The documents state that Kazmaier did not declare any of the wildlife items except on around three occasions when inspectors from the U.S. Fish and Wildlife Service intercepted the shipments and gave him an opportunity to file documents retroactively. The following wildlife imports were listed in the factual resume as ones that were not declared or were without the required CITES Treaty permits:
- March 2, 2017: Golden jackal;
- March 5, 2017; Caracal;
- May 6, 2017; Eurasian otter;
- May 18, 2017: Vervet monkey;
- July 24, 2017: Red-billed leiothrix;
- Aug. 11, 2017: Chinese kwamei;
- Oct. 8, 2017: Crab-eating fox;
- Nov. 4, 2017: Masked palm civet;
- Feb. 1, 2018: Mountain weasels;
- Feb. 5, 2018: King bird-of-paradise;
- Feb. 5, 2018: African harrier hawk;
- Oct. 28, 2018: Greater naked-tailed armadillo;
- Aug. 8, 2019: Horsfield’s treeshrews;
- Nov. 11, 2019: Eurasian lynx.
The documents said that Kazmaier purchased the wildlife items on eBay and other websites with his own money and stored them at West Texas A&M University. Kazmaier did not resell any of the items, the documents said, but traded or gave some of the items to other professors, collectors and students.

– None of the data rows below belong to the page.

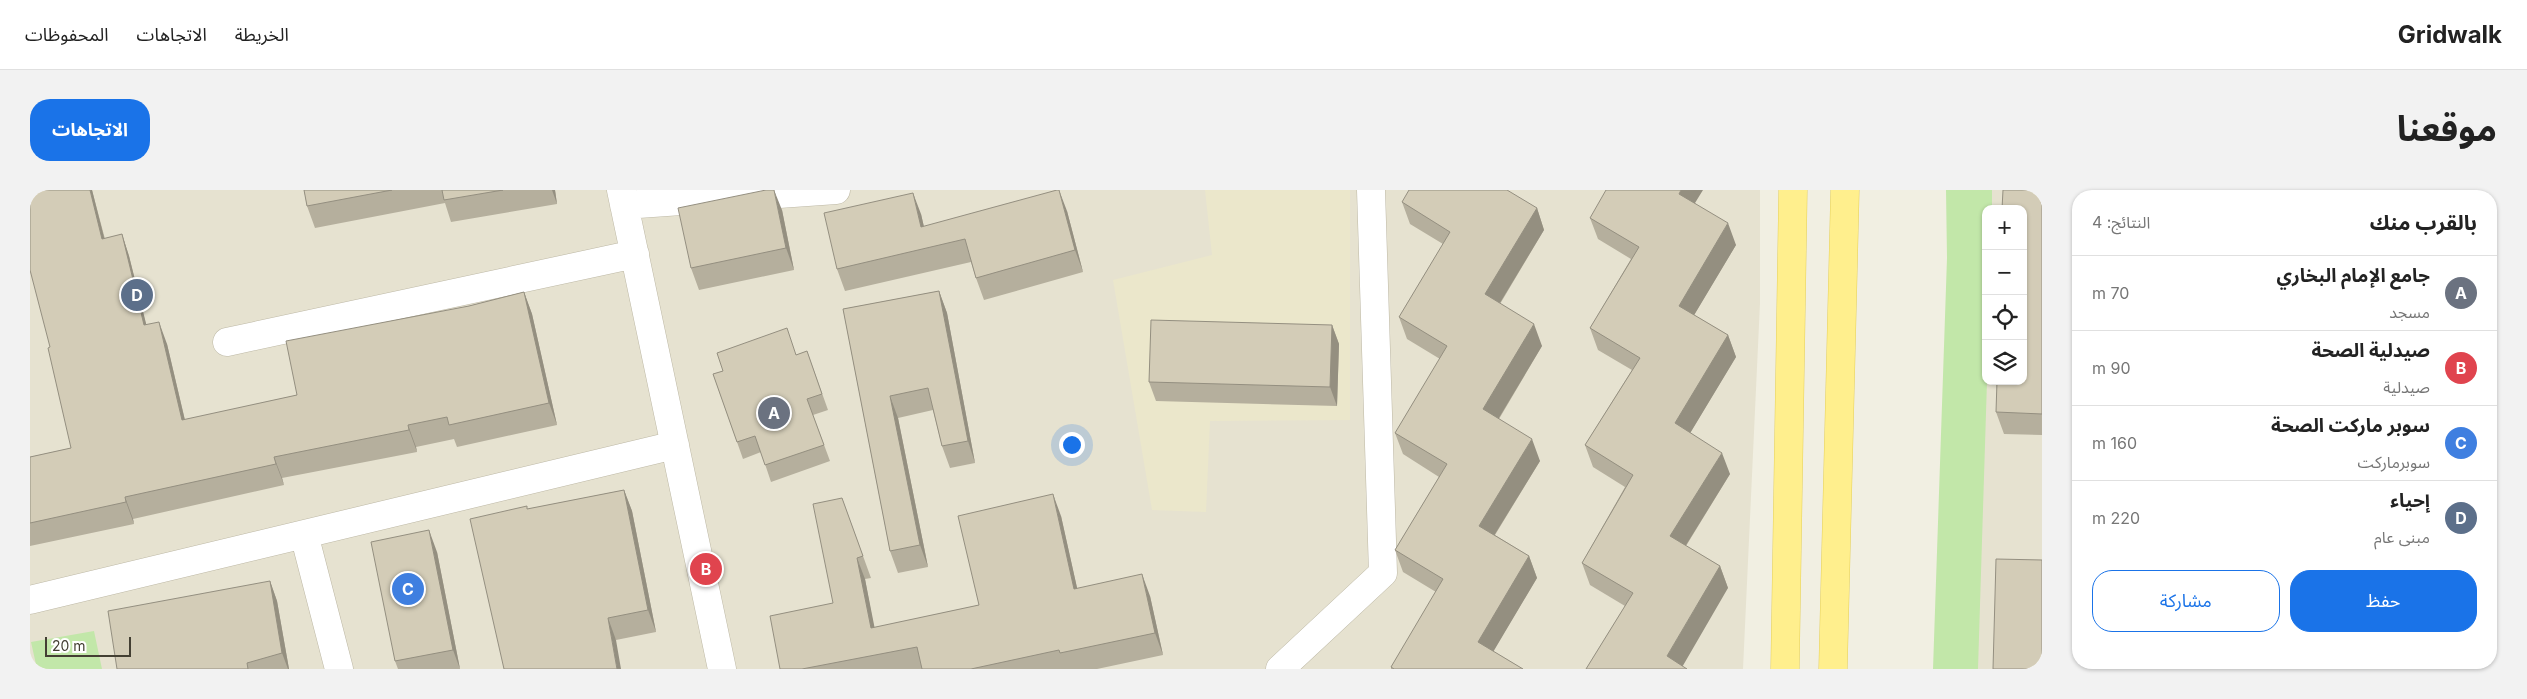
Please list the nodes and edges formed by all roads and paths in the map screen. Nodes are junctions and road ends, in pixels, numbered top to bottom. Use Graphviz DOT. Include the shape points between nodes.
graph roads {
  1 [pos="836,190"];
  2 [pos="1371,190"];
  3 [pos="1793,190"];
  4 [pos="1845,190"];
  5 [pos="622,197"];
  6 [pos="635,254"];
  7 [pos="227,342"];
  8 [pos="675,444"];
  9 [pos="304,534"];
  10 [pos="30,600"];
  11 [pos="339,669"];
  12 [pos="722,669"];
  13 [pos="1280,669"];
  14 [pos="1784,669"];
  15 [pos="1833,669"];
  1 -- 5 [label="street"];
  2 -- 13 [label="street" via="1383,573"];
  3 -- 14 [label="main road"];
  4 -- 15 [label="main road"];
  5 -- 6 [label="street"];
  6 -- 7 [label="street"];
  6 -- 8 [label="street"];
  8 -- 9 [label="street"];
  8 -- 12 [label="street"];
  9 -- 10 [label="street"];
  9 -- 11 [label="street"];
}
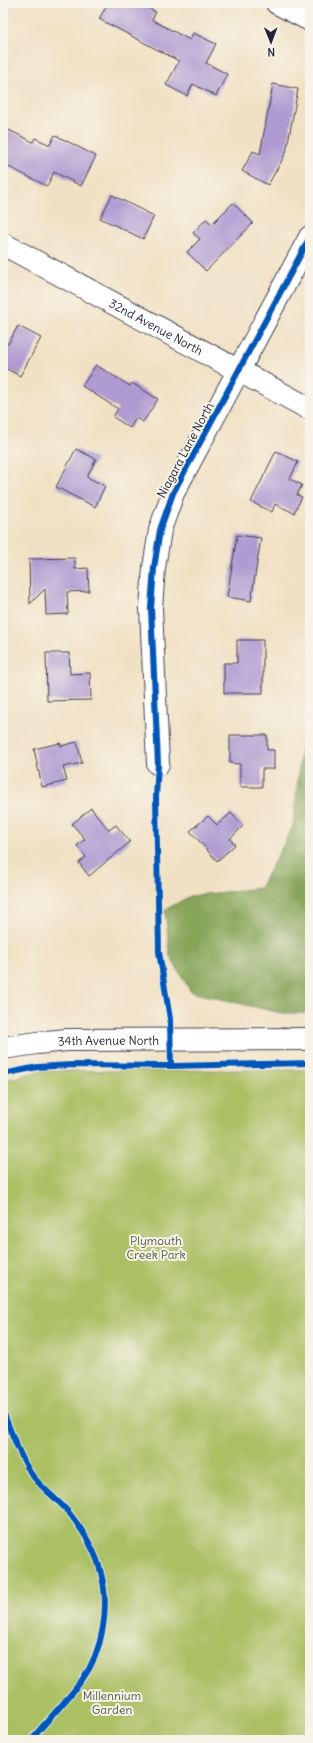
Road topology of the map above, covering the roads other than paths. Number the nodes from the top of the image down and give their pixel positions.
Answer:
1 (278, 3) edge
2 (310, 20) edge
3 (310, 237) edge
4 (3, 244) edge
5 (238, 370) junction
6 (310, 409) edge
7 (158, 764) dead end
8 (310, 1039) edge
9 (3, 1048) edge

1 - 2 street
3 - 5 street, Niagara Lane North
4 - 5 street, 32nd Avenue North
5 - 6 street, 32nd Avenue North
5 - 7 street, Niagara Lane North
8 - 9 street, 34th Avenue North

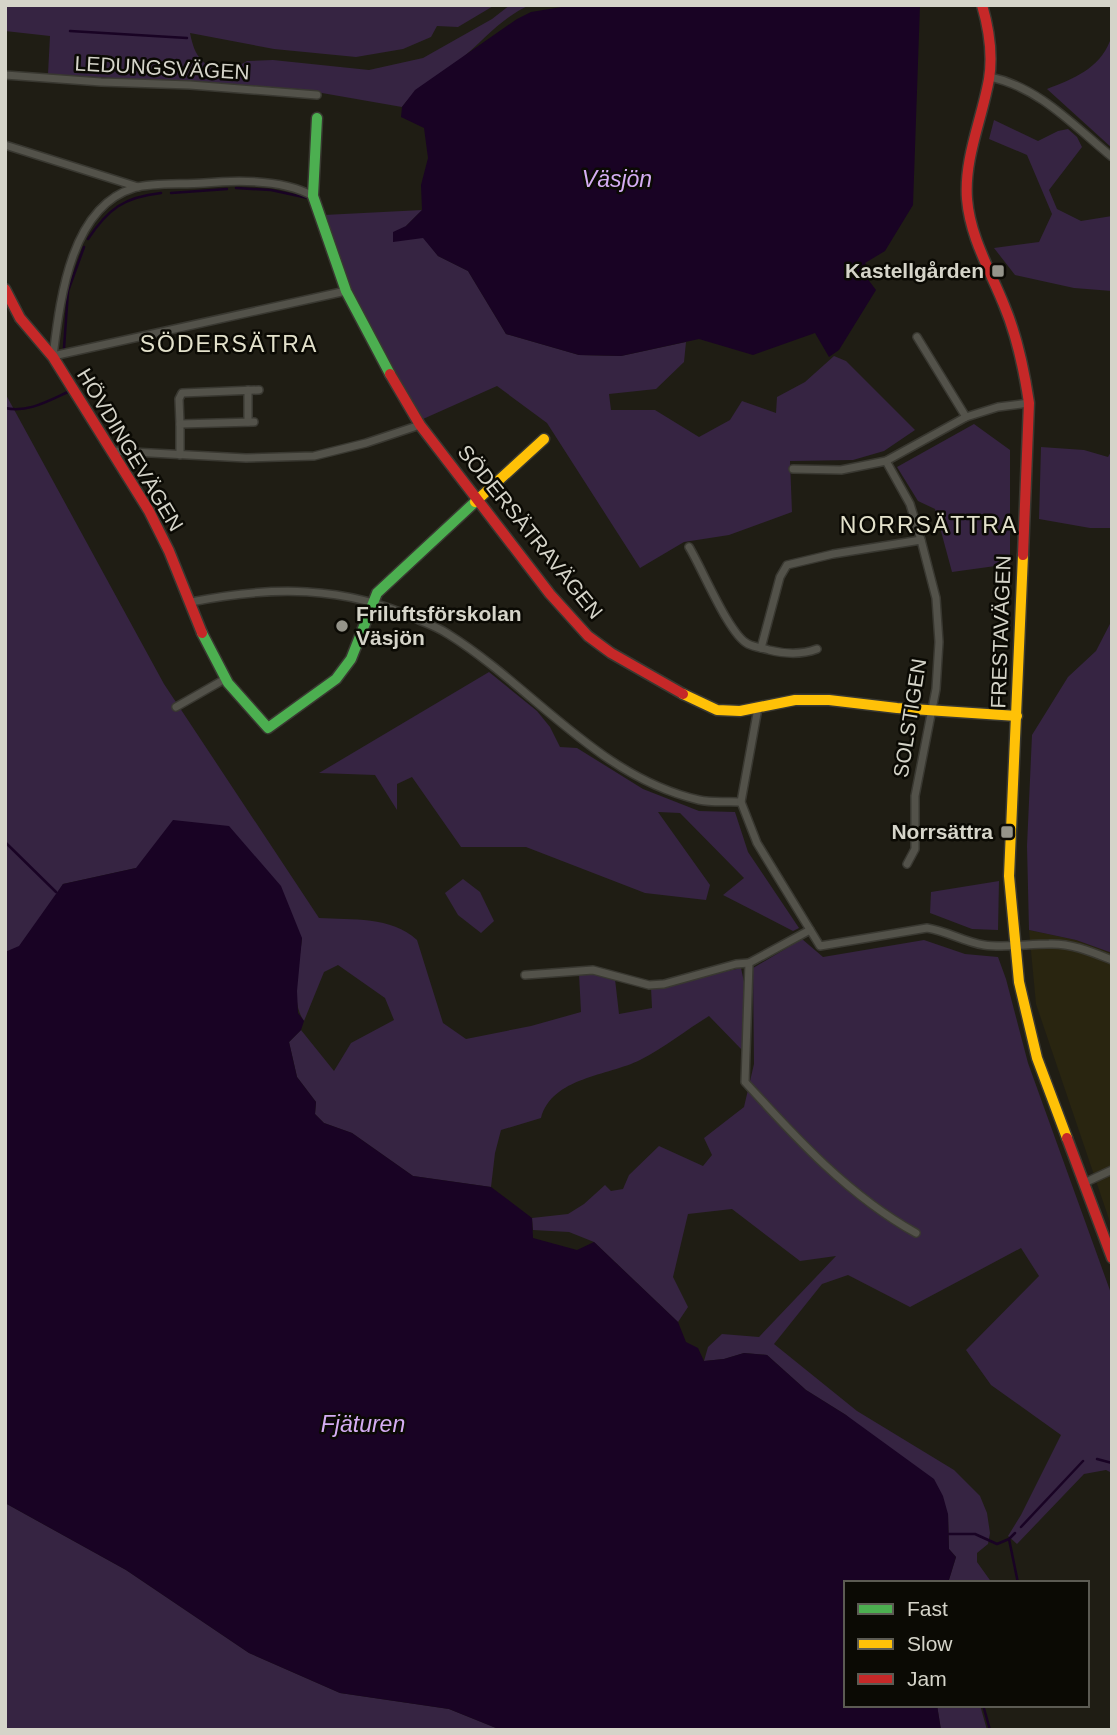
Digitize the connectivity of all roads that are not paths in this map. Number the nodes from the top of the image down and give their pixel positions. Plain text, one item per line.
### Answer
1 (982, 5) edge
2 (5, 75) edge
3 (989, 77) junction
4 (317, 95) dead end
5 (317, 118) dead end
6 (5, 145) edge
7 (1112, 157) edge
8 (138, 187) junction
9 (313, 196) junction
10 (5, 289) edge
11 (346, 291) junction
12 (8, 307) edge
13 (917, 337) dead end
14 (53, 356) junction
15 (248, 390) junction
16 (259, 390) dead end
17 (1029, 403) junction
18 (966, 417) junction
19 (180, 424) junction
20 (420, 425) junction
21 (544, 439) dead end
22 (113, 451) junction
23 (180, 455) junction
24 (886, 461) junction
25 (793, 469) dead end
26 (477, 500) junction
27 (921, 540) junction
28 (689, 547) dead end
29 (191, 602) junction
30 (373, 602) junction
31 (761, 648) junction
32 (817, 649) dead end
33 (225, 680) junction
34 (176, 706) dead end
35 (758, 708) junction
36 (931, 710) junction
37 (1017, 716) junction
38 (741, 802) junction
39 (908, 864) dead end
40 (810, 930) junction
41 (1014, 946) junction
42 (1112, 960) edge
43 (749, 963) junction
44 (525, 975) dead end
45 (1112, 1170) edge
46 (1084, 1183) junction
47 (916, 1233) dead end
48 (1112, 1258) edge

1 - 3 street, FRESTAVÄGEN
2 - 4 street, LEDUNGSVÄGEN
3 - 7 street
3 - 17 street, FRESTAVÄGEN
5 - 9 street, SÖDERSÄTRAVÄGEN
6 - 8 street
8 - 9 street
8 - 14 street
9 - 11 street, SÖDERSÄTRAVÄGEN
10 - 12 street, HÖVDINGEVÄGEN
11 - 14 street
11 - 20 street, SÖDERSÄTRAVÄGEN
12 - 14 street, HÖVDINGEVÄGEN
13 - 18 street
14 - 22 street, HÖVDINGEVÄGEN
15 - 16 street
15 - 19 street
15 - 19 street
17 - 18 street
17 - 37 street, FRESTAVÄGEN
18 - 24 street
19 - 23 street
20 - 23 street
20 - 26 street, SÖDERSÄTRAVÄGEN
21 - 26 street
22 - 23 street
22 - 29 street, HÖVDINGEVÄGEN
24 - 25 street
24 - 27 street, SOLSTIGEN
26 - 30 street
26 - 35 street, SÖDERSÄTRAVÄGEN
27 - 31 street
27 - 36 street, SOLSTIGEN
28 - 31 street
29 - 30 street
29 - 33 street, HÖVDINGEVÄGEN
30 - 33 street, HÖVDINGEVÄGEN
30 - 38 street
31 - 32 street
33 - 34 street
35 - 36 street, SÖDERSÄTRAVÄGEN
35 - 38 street
36 - 37 street, SÖDERSÄTRAVÄGEN
36 - 39 street, SOLSTIGEN
37 - 41 street, FRESTAVÄGEN
38 - 40 street
40 - 41 street
40 - 43 street
41 - 42 street
41 - 46 street, FRESTAVÄGEN
43 - 44 street
43 - 47 street
45 - 46 street
46 - 48 street, FRESTAVÄGEN

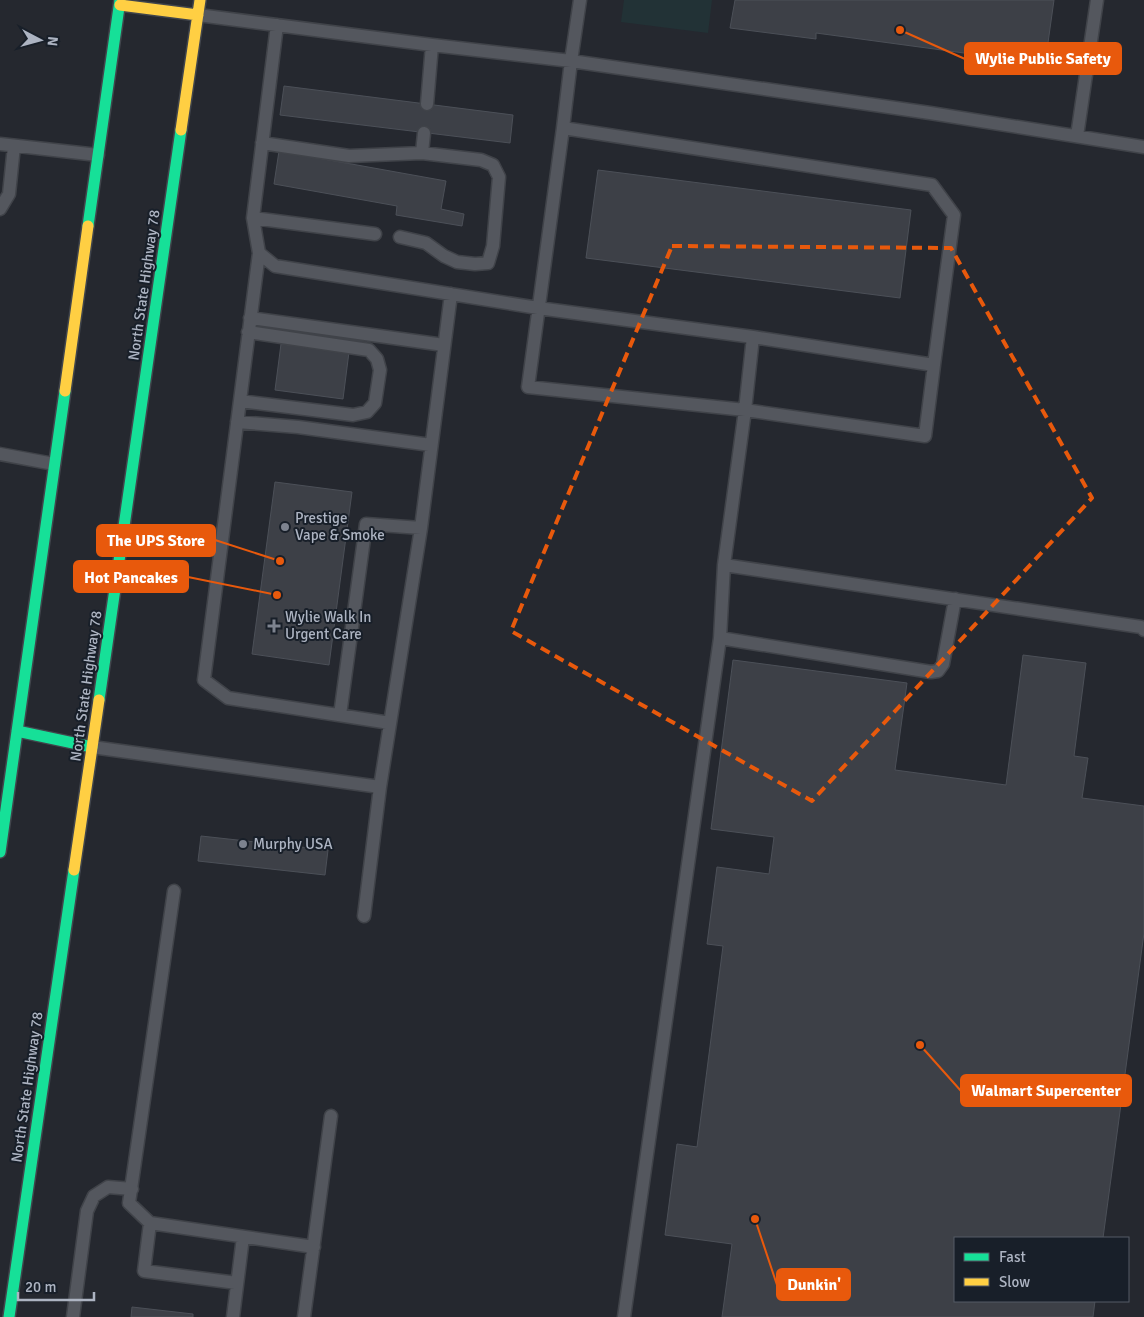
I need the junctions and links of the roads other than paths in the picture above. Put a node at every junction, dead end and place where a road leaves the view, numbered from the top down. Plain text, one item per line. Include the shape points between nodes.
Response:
1 (200, 0) edge
2 (580, 0) edge
3 (1097, 0) edge
4 (120, 2) edge
5 (198, 15) junction
6 (277, 25) junction
7 (432, 46) junction
8 (572, 62) junction
9 (427, 104) dead end
10 (563, 128) junction
11 (424, 133) dead end
12 (1077, 136) junction
13 (262, 143) junction
14 (0, 144) edge
15 (14, 146) junction
16 (1144, 147) edge
17 (422, 153) junction
18 (98, 155) junction
19 (0, 209) edge
20 (253, 218) junction
21 (375, 234) dead end
22 (400, 238) dead end
23 (259, 253) junction
24 (451, 294) junction
25 (538, 308) junction
26 (250, 318) junction
27 (248, 332) junction
28 (753, 337) junction
29 (444, 345) junction
30 (934, 365) junction
31 (240, 401) junction
32 (745, 410) junction
33 (237, 422) junction
34 (431, 445) junction
35 (0, 454) edge
36 (54, 464) junction
37 (421, 528) junction
38 (724, 565) junction
39 (955, 599) junction
40 (1144, 630) edge
41 (720, 638) junction
42 (340, 715) junction
43 (390, 723) junction
44 (13, 731) junction
45 (92, 747) junction
46 (380, 787) junction
47 (0, 852) edge
48 (174, 891) dead end
49 (364, 916) dead end
50 (331, 1116) dead end
51 (132, 1189) junction
52 (150, 1223) junction
53 (243, 1237) junction
54 (314, 1247) junction
55 (237, 1283) junction
56 (9, 1317) edge
57 (73, 1317) edge
58 (233, 1317) edge
59 (304, 1317) edge
60 (624, 1317) edge

1 - 5 main road, North State Highway 78
2 - 8 lane
3 - 12 lane
4 - 5 main road
4 - 18 main road
5 - 6 lane
5 - 45 main road, North State Highway 78
6 - 7 lane
6 - 13 lane
7 - 8 lane
7 - 9 lane
8 - 10 lane
8 - 12 lane
10 - 25 lane
10 - 30 lane via 932,185 954,215
11 - 17 lane
12 - 16 lane
13 - 17 lane via 348,156
13 - 20 lane
14 - 15 lane
15 - 18 lane
15 - 19 lane via 9,194
17 - 22 lane via 481,160 493,166 499,177 493,246 488,263 475,264 457,262 426,244
18 - 36 main road
20 - 21 lane
20 - 23 lane
23 - 24 lane via 275,266
23 - 26 lane
24 - 25 lane
24 - 29 lane
25 - 28 lane
25 - 32 lane via 528,387
26 - 27 lane
26 - 29 lane
27 - 31 lane
27 - 31 lane via 369,350 377,359 380,370 375,403 367,412 353,415
28 - 30 lane
28 - 32 lane
29 - 34 lane
30 - 32 lane via 925,436
31 - 33 lane
32 - 38 lane
33 - 34 lane
33 - 42 lane via 204,680 228,698
34 - 37 lane
35 - 36 lane
36 - 44 main road
37 - 42 lane via 366,524
37 - 43 lane
38 - 39 lane
38 - 41 lane
39 - 40 lane
39 - 41 lane via 943,664 930,672
41 - 60 lane
42 - 43 lane
43 - 46 lane
44 - 45 main road
44 - 47 main road
45 - 46 lane
45 - 56 main road, North State Highway 78
46 - 49 lane
48 - 51 lane
50 - 54 lane
51 - 52 lane via 129,1203
51 - 57 lane via 108,1186 94,1196 88,1212
52 - 53 lane
52 - 55 lane via 144,1272
53 - 54 lane
53 - 55 lane
54 - 59 lane
55 - 58 lane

“At trial, the government would be able to prove all the essential elements of the charged offense beyond a reasonable doubt,” the documents read. “The evidence includes online sales records, banking history and shipping information detailing Kazmaier’s international wildlife purchases. Email messages show Kazmaier coordinated with the sellers on shipping the wildlife and discussed the permit requirements. USFWS inspectors intercepted several of Kazmaier’s purchases, and the wildlife items were later found in his collection. Kazmaier admitted to USFWS agents that he imported the wildlife and knew that it was against the law. He provided them with a log of his imports and abandoned the imported wildlife.”
According to the plea agreement, the maximum penalties Amarillo Federal Court officials can impose on this count includes:
- Imprisonment for a period not to exceed five years;
- A fine not to exceed $250,000, or twice any pecuniary gain to the defendant or loss to the victim(s);
- A term of supervised release of not more than three years;
- Restitution to victims or to the community, which may be mandatory under the law, and which the defendant agrees may include restitution arising from all relevant conduct, not limited to that arising from the offense of conviction alone.
In the plea agreement, the legal teams for both the prosecution as well as Kazmaier agreed “to recommend to the Court that the defendant pay a fine of $5,000” to the Cooperative Endangered Species Conservation Fund. According to the documents, this fund contains “criminal fines, penalties and forfeitures collected pursuant to the Lacey Act,” and is managed by the U.S. Fish and Wildlife Service.
“Rewards are paid from this account to persons who furnish information that leads to an arrest, criminal conviction, civic penalty assessment, or forfeiture of property for any violation of the Lacey Act or its regulations, as well as the costs incurred by persons who provide temporary care for fish, wildlife, or plants pending the disposition of any civil or criminal Lacey Act proceeding.”
In a statement provided to MyHighPlains.com when the indictment was released earlier this year, officials with West Texas A&M University said that they are aware of the situation and do not comment on active court cases. Officials with the university also said that the indictment also does not involve the university.
MyHighPlains.com reached out again to the university regarding Friday’s development in this litigation. University officials said they had no further comment on the matter, as of this story’s publication. Kazmaier continues to be listed as an associate professor of biology at West Texas A&M University as of Friday afternoon.